The objective of ERM is not to eliminate risk. Rather, it is to manage risks within a framework that includes self-imposed limits. In setting limits for risk, the insurer should consider its solvency position and its risk appetite. Risk limits should be set after careful consideration of strategic objectives, business plans and circumstances and should take into account the projected outcomes of scenarios run using a range of plausible future business assumptions which reflect sufficiently adverse scenarios. A risk limits structure is used to establish guardrails on an insurer’s risk profile to optimise its returns without endangering the ability of the insurer to meet its commitments to policyholders.
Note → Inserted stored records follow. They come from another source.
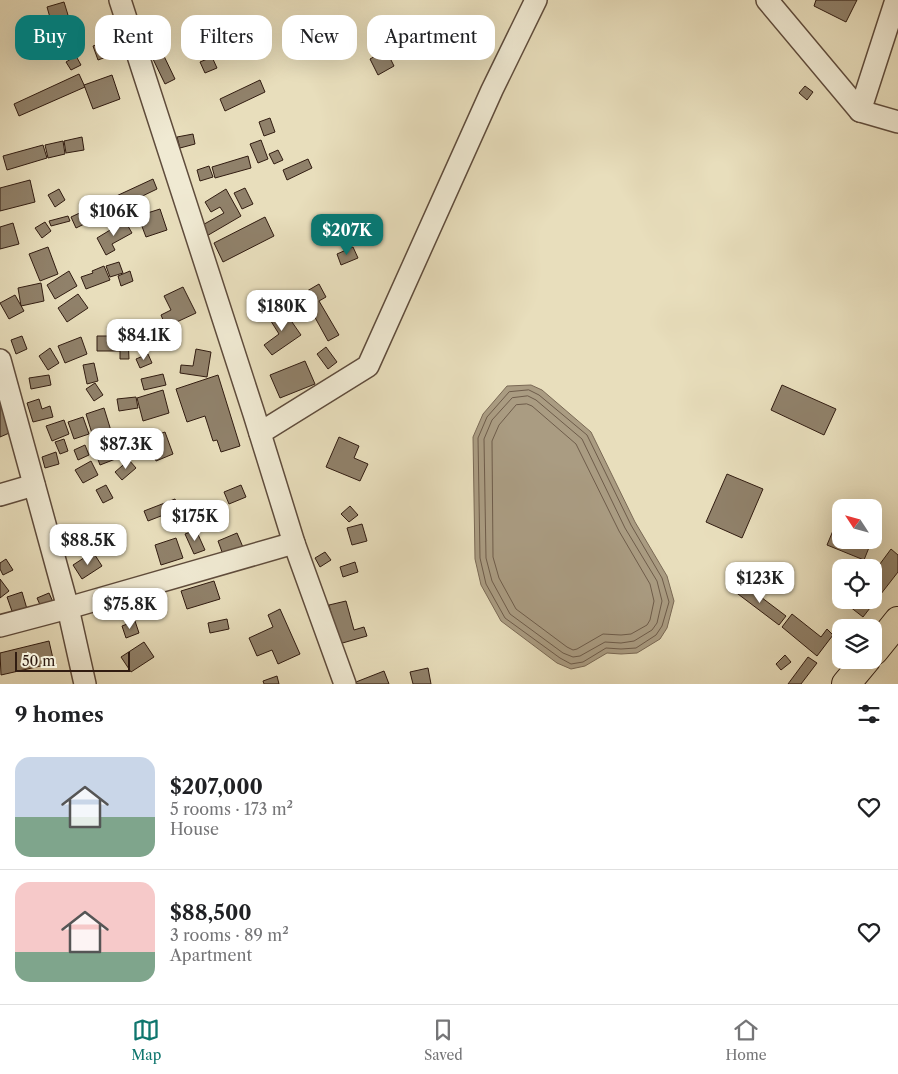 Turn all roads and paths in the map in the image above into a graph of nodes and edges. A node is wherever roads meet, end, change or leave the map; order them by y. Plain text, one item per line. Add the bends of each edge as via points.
1 (120, 0) edge
2 (536, 0) edge
3 (767, 0) edge
4 (896, 8) edge
5 (860, 111) junction
6 (898, 122) edge
7 (1, 365) edge
8 (260, 433) junction
9 (34, 485) junction
10 (0, 495) edge
11 (294, 542) junction
12 (68, 608) junction
13 (898, 621) edge
14 (0, 626) edge
15 (882, 641) edge
16 (858, 669) edge
17 (84, 684) edge
18 (345, 684) edge
19 (846, 684) edge

1 - 8 street
2 - 8 street via 368,366
3 - 5 street
4 - 5 street
5 - 6 street
7 - 9 street
8 - 11 street
9 - 10 street
9 - 12 street
11 - 12 street
11 - 18 street
12 - 14 street
12 - 17 street
13 - 15 highway
16 - 19 highway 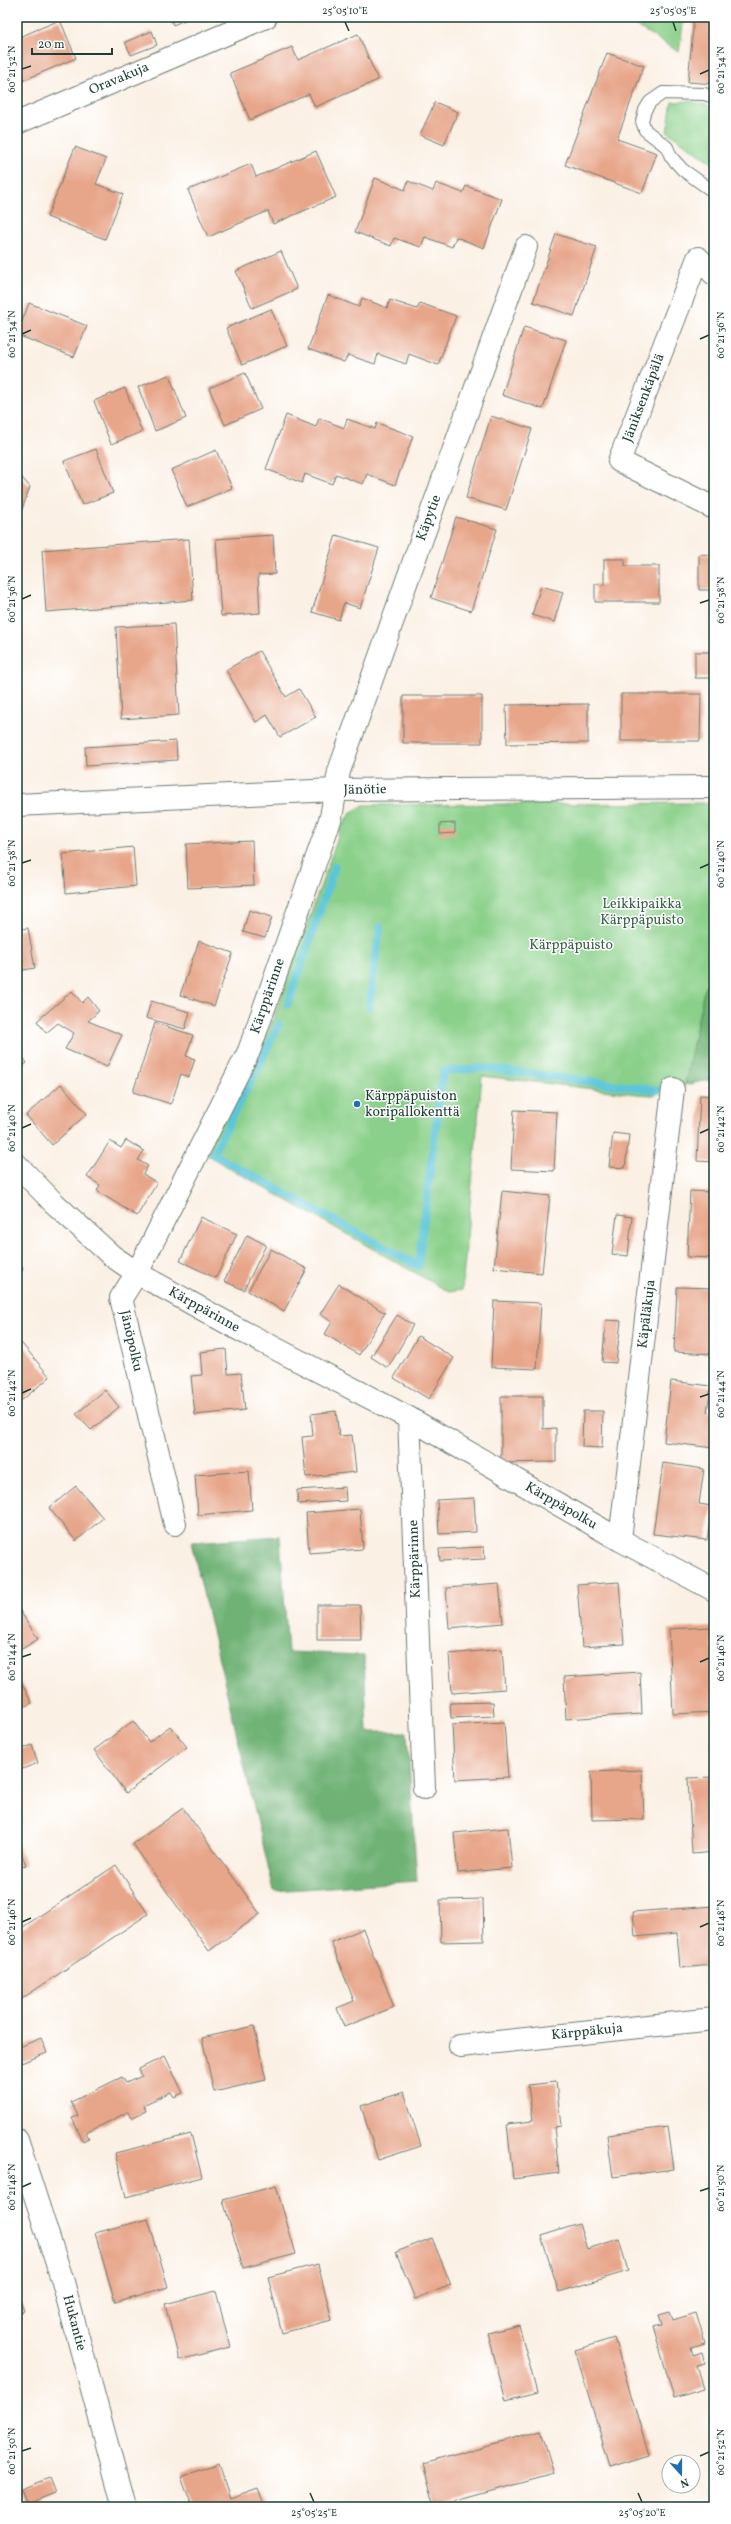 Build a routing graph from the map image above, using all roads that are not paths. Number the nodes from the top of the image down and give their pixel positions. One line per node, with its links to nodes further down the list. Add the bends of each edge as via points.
1 (266, 17): 3 (street, Oravakuja)
2 (714, 97): 4 (lane, via 704,94 663,93 650,102 642,121 645,130 667,147 671,157 683,170)
3 (17, 123)
4 (714, 192)
5 (526, 247): 9 (street, Käpytie, via 339,771)
6 (713, 270): 7 (street, Jäniksenkäpälä, via 698,258 620,461)
7 (714, 508)
8 (714, 787): 9 (street, Jänötie)
9 (335, 790): 10 (street, Jänötie); 13 (street, Kärppärinne, via 331,817 249,1051)
10 (17, 805)
11 (673, 1088): 16 (street, Käpäläkuja)
12 (17, 1165): 13 (street, via 112,1256)
13 (137, 1273): 14 (street, Kärppärinne); 15 (street, Jänöpolku, via 121,1298)
14 (409, 1418): 16 (street, Kärppäpolku); 18 (street, Kärppärinne)
15 (175, 1524)
16 (620, 1540): 17 (street, Kärppäpolku)
17 (714, 1590)
18 (424, 1788)
19 (714, 2019): 20 (street, Kärppäkuja)
20 (460, 2046)
21 (17, 2140): 22 (street, Hukantie, via 63,2282)
22 (124, 2507)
Some insurers may utilise internal models as part of their ERM process in order to generate sophisticated risk metrics to inform management actions and capital needs. Internal models may enhance risk management and embed risk culture in the insurer. They may provide a common measurement basis across all risks (eg same methodology, time horizon, risk measure, level of confidence) and strengthened risk-based strategic decision-making across the organisation. Such an approach typically adopts a total balance sheet approach whereby the impact of the totality of material risks is fully recognised on an economic basis. A total balance sheet approach reflects the interdependence between assets, liabilities, capital requirements and capital resources, and identifies the capital allocation sufficient to protect the insurer and its policyholders, as well as to improve capital efficiency.

The insurer should have adequate governance and internal controls in place for models used in the ERM framework. The calculation of risk metrics should be transparent, supportable, and repeatable.

An insurer should have contingency plans that describe in advance the necessary actions and resources to limit business disruption and losses resulting from an adverse financial event (such as risk exposures exceeding risk limits), or an operational event (such as a natural disaster). Contingency planning may include a recovery plan, when deemed necessary.